Thursday, May. 13, 2010


Best Request Line
Bac Ninh, Vietnam

For years, fans of quan ho — centuries-old Vietnamese love duets — have been struggling to keep the music alive. In the face of pop music and karaoke, traditional ballads of young love and homesick soldiers have seemed like a lost art. But that very desperation, coupled with a sense that national culture needs to be preserved in the face of modernization, has given impetus to a fresh campaign. Last year, quan ho was recognized by UNESCO as a part of humanity's cultural heritage. With dozens of new troupes starting up, and with village elders rallying to teach a new generation of singers, the odds are good that quan ho can be rescued from the dusty vaults of world music's forgotten curiosities.

In fact, these days anyone can call for a song — literally. Rural singers in Bac Ninh province in northern Vietnam, the ancestral home of quan ho, are giving their contact numbers to music lovers and the just plain curious.
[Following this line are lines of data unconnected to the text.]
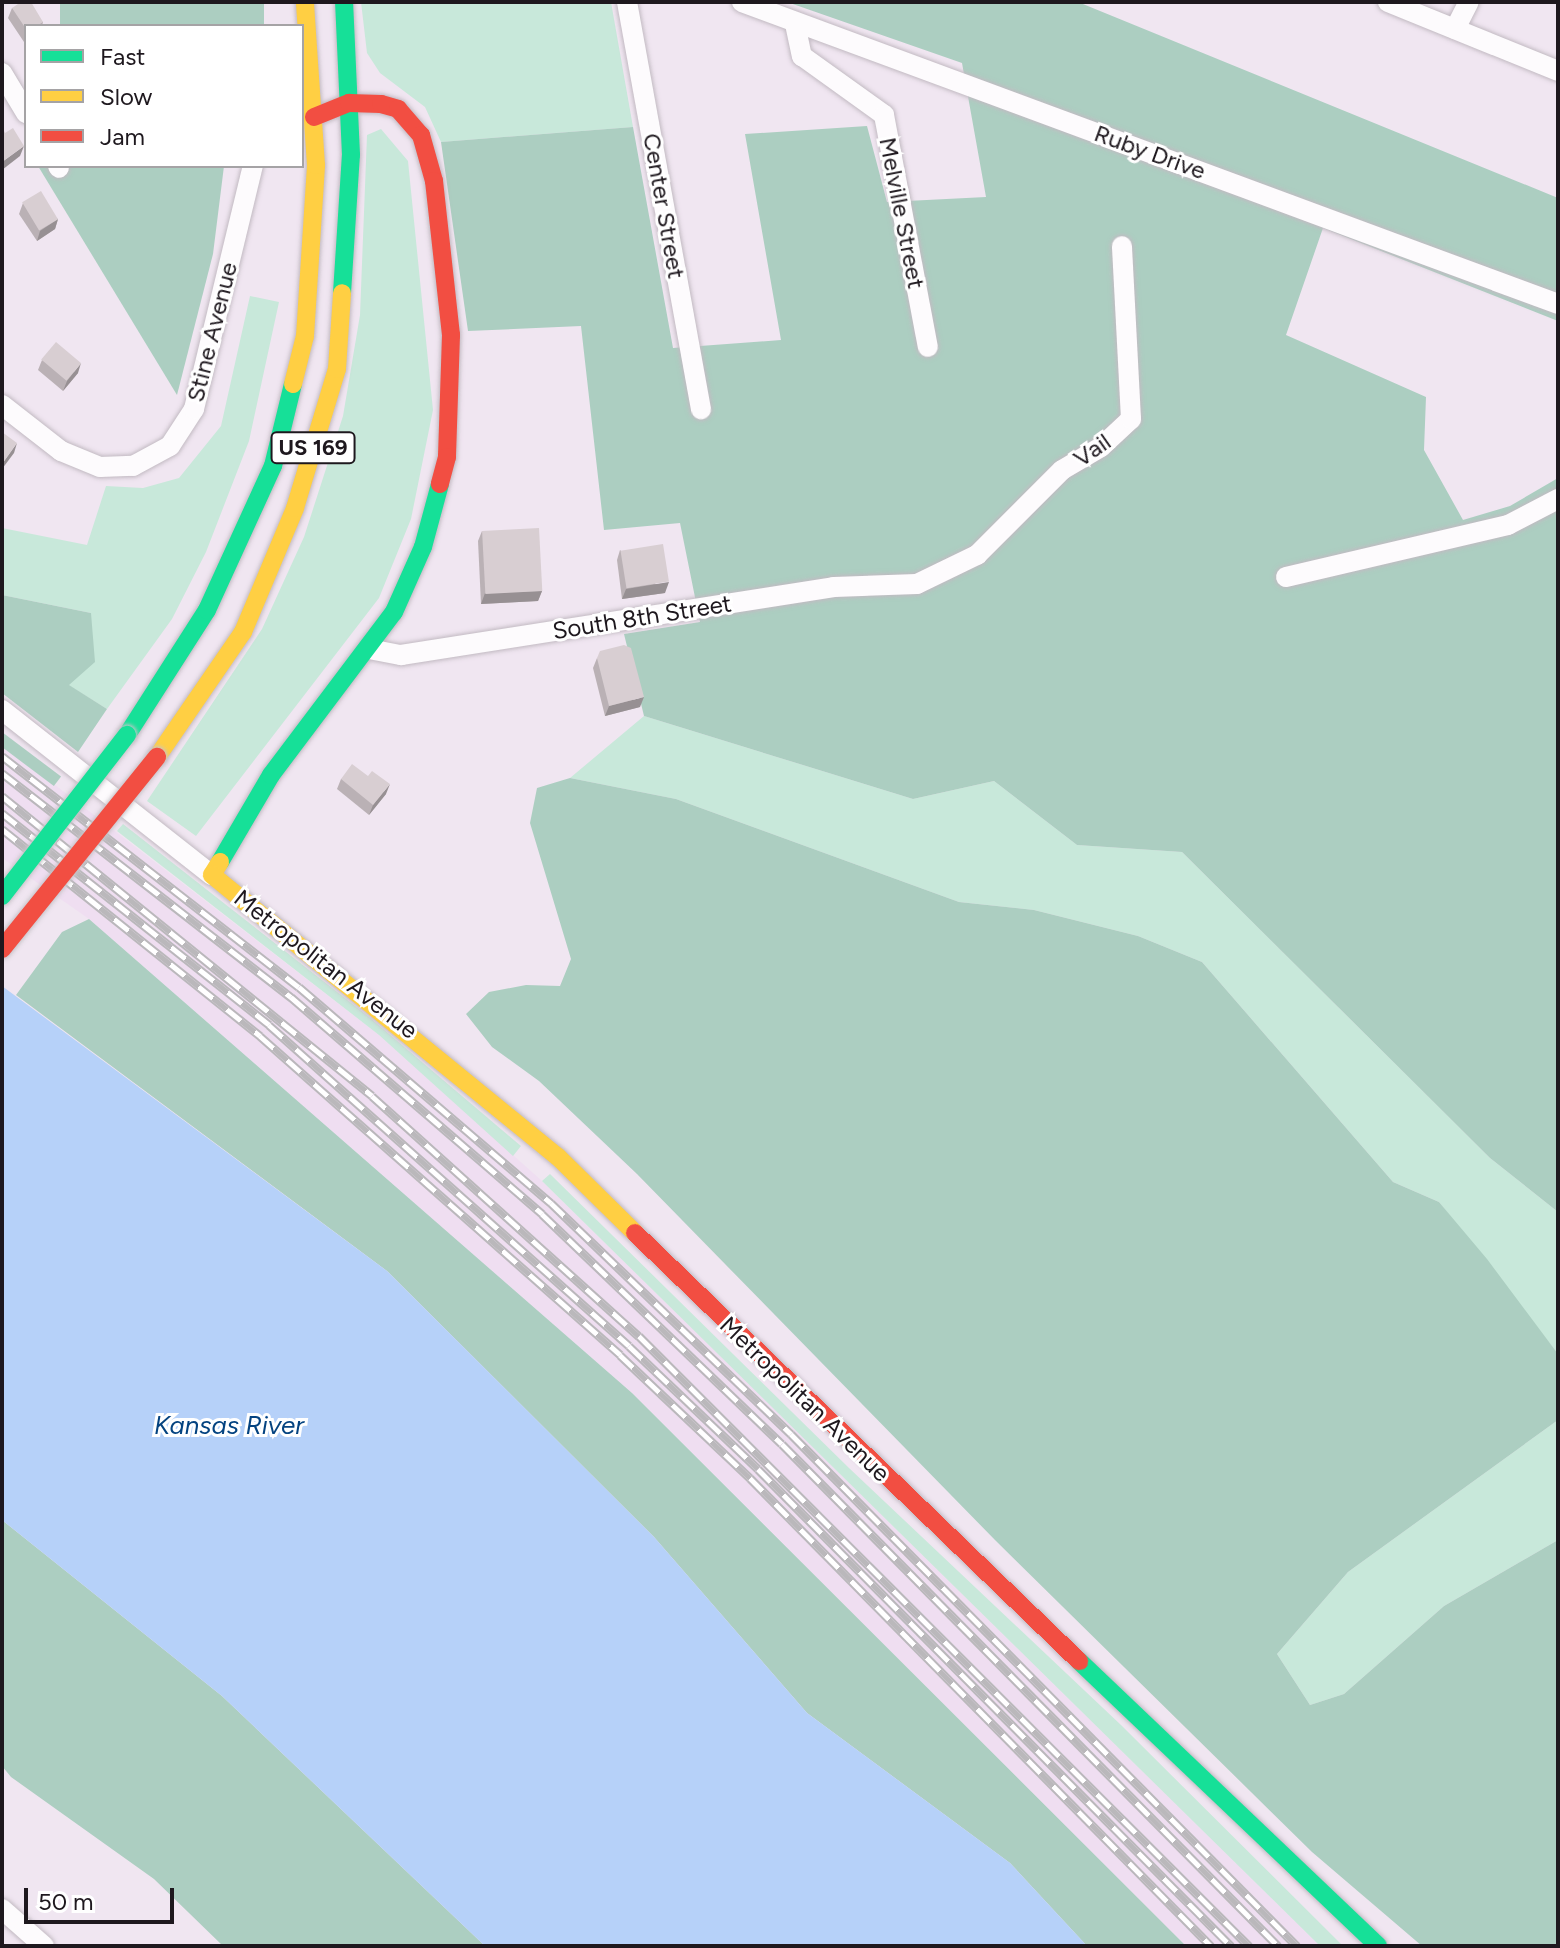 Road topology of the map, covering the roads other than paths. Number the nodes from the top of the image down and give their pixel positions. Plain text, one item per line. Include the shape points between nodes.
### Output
1 (305, 2) edge
2 (344, 2) edge
3 (627, 2) edge
4 (742, 2) edge
5 (1388, 2) edge
6 (1469, 2) edge
7 (795, 24) junction
8 (1455, 29) junction
9 (1558, 71) edge
10 (2, 73) edge
11 (349, 103) junction
12 (24, 110) edge
13 (308, 119) edge
14 (253, 168) edge
15 (1122, 246) dead end
16 (1558, 304) edge
17 (928, 347) dead end
18 (2, 405) edge
19 (701, 409) dead end
20 (1558, 499) edge
21 (1286, 577) dead end
22 (917, 584) joint
23 (369, 649) junction
24 (2, 710) edge
25 (212, 875) junction
26 (2, 896) edge
27 (2, 949) edge
28 (2, 1909) edge
29 (44, 1946) edge
30 (1378, 1946) edge

1 - 13 main road, US 169
2 - 11 main road, US 169
3 - 19 street, Center Street
4 - 7 street, Ruby Drive
5 - 8 street
6 - 8 street
7 - 16 street, Ruby Drive
7 - 17 street, Melville Street via 802,56 884,115
8 - 9 street
10 - 12 street
11 - 13 main road
11 - 23 main road, Metropolitan Avenue via 398,109 421,135 434,181 452,351 451,423 437,504 411,579
11 - 27 main road, US 169, bridge via 351,155 337,369 295,508 243,632 157,757
13 - 26 main road, US 169, bridge via 305,336 273,466 207,610 127,735
14 - 18 street, Stine Avenue via 194,409 170,446 133,466 100,467 61,451
15 - 22 street, Vail via 1131,419 1101,447 1062,470 977,555
20 - 21 street via 1508,525
22 - 23 street, South 8th Street via 834,587 401,655
23 - 25 main road, Metropolitan Avenue via 271,775
24 - 25 street, Metropolitan Avenue
25 - 30 main road, Metropolitan Avenue via 558,1157 833,1428
28 - 29 street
Dial them up, and they'll serenade you over the phone — even if you don't speak Vietnamese. "If a foreigner calls for a song, they can simply say quan ho, and I will sing, we will all sing," says Nguyen Thi Quynh, director of the Dang Xa village club (84-1683-520-628). Other groups to try are the Hoa Dinh village club (84-95-372-3234) and the Dao Xa village club (84-97-633-5601).

It's best to call in the early evening, when singers have returned from the fields but haven't turned in for the night. And while the music will take you back to another era, don't drag the performers into yours: check time zones before you dial.